- Final analysis of the Adjuvant Paclitaxel and Trastuzumab (APT) trial shows excellent 7-year outcomes for small, node-negative, human epidermal growth factor 2 (HER2)-positive early breast cancer (eBCa).
- The disease-free survival (DFS) was 93%; distant metastasis-free survival was 99%.
Why this matters
- 7-year DFS is consistent with previously reported 3-year DFS of 98.7%.
- Findings suggest that paclitaxel and trastuzumab are good treatment options for tumors of this type.
- Phase 2, single-group multicenter prospective cohort (n=410) with small (≤3 cm), node-negative HER2+ eBCa treated with paclitaxel (80 mg/m2) plus trastuzumab for 12 weeks, and 9 more months of trastuzumab.
- Primary outcome was DFS.
- Funding: Genentech.
- 7-year DFS was 93.3% (95% CI, 90.4%-96.2%); 1% of cohort had distant recurrence.
- 7-year OS was 95.0% (95% CI, 92.4%-97.7%).
- 7-year recurrence-free interval was 97.5% (95% CI, 95.9%-99.1%).

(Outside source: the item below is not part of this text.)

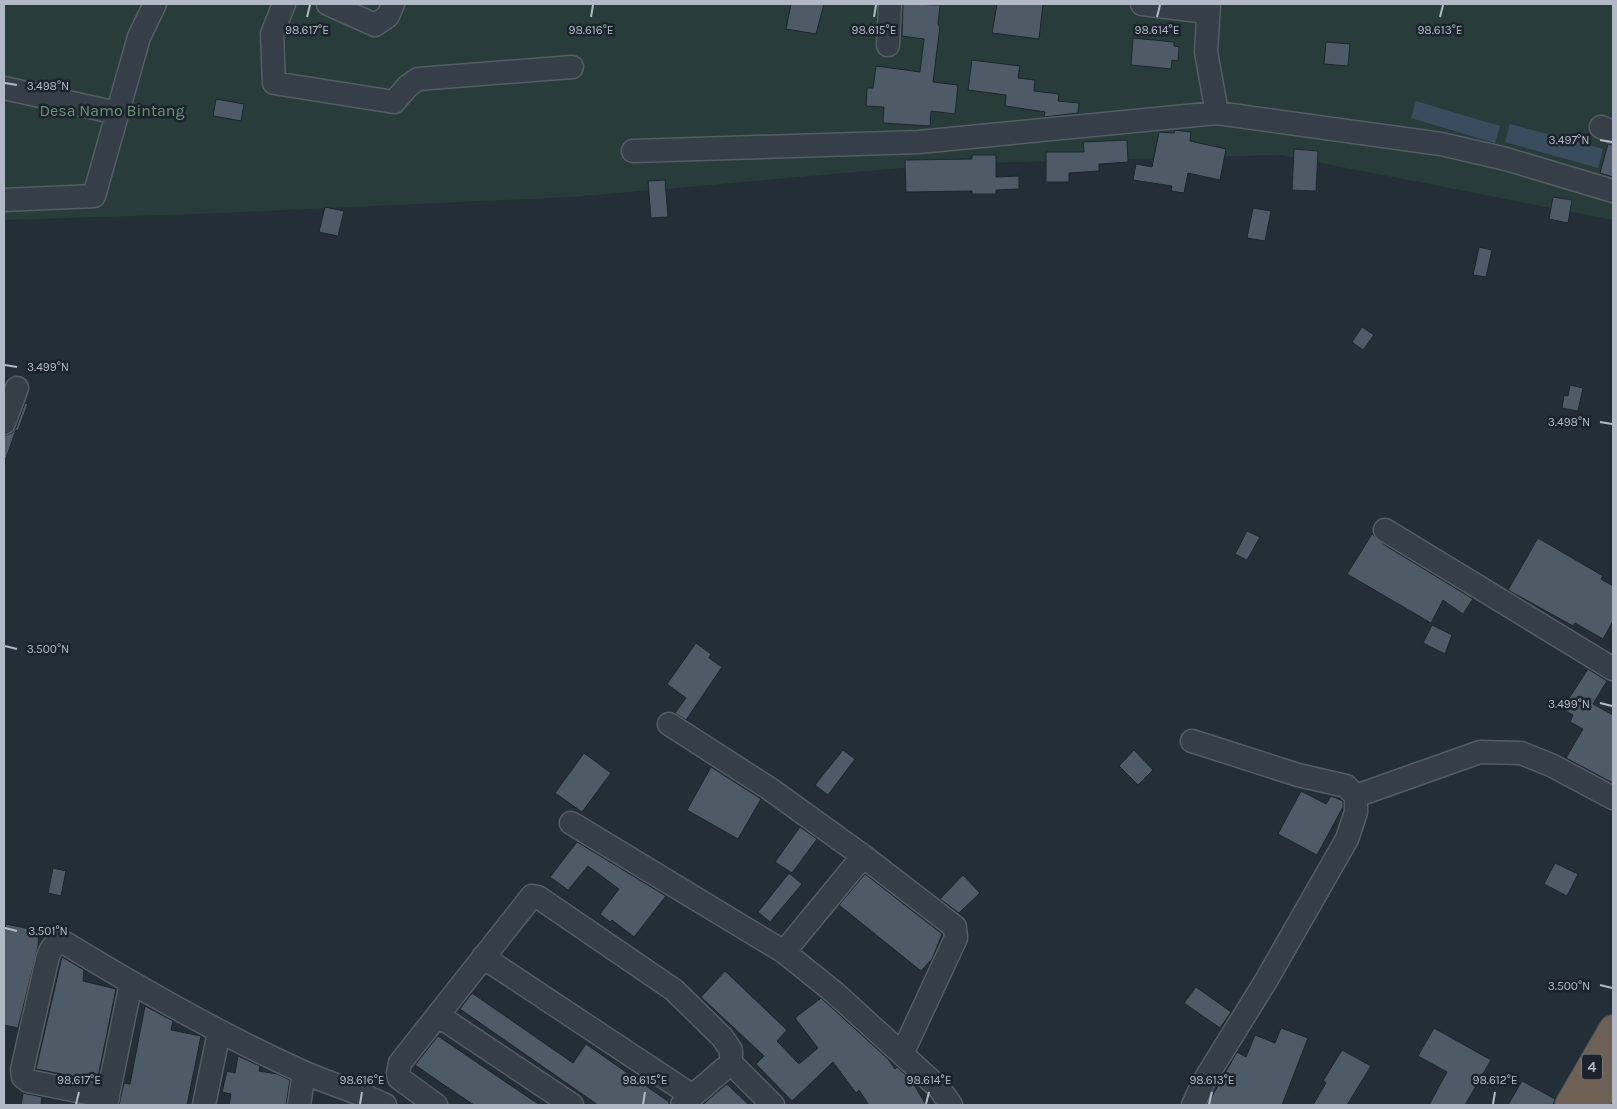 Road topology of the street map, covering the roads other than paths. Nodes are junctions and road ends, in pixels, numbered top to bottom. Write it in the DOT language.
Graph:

- 66% of tumors were HER2-enriched, 14% were luminal B, and 13% were luminal A tumors, according to analysis by Prediction Analysis of Microarray 50 genes; this intrinsic subtype distribution is consistent with that seen with larger node-negative HER2+ tumors.
- Treatment-induced peripheral neuropathy grade ≥2 (affecting 10.4% of cohort) was found in association with 1 SNP, rs3012437.
- Single-group, observational design.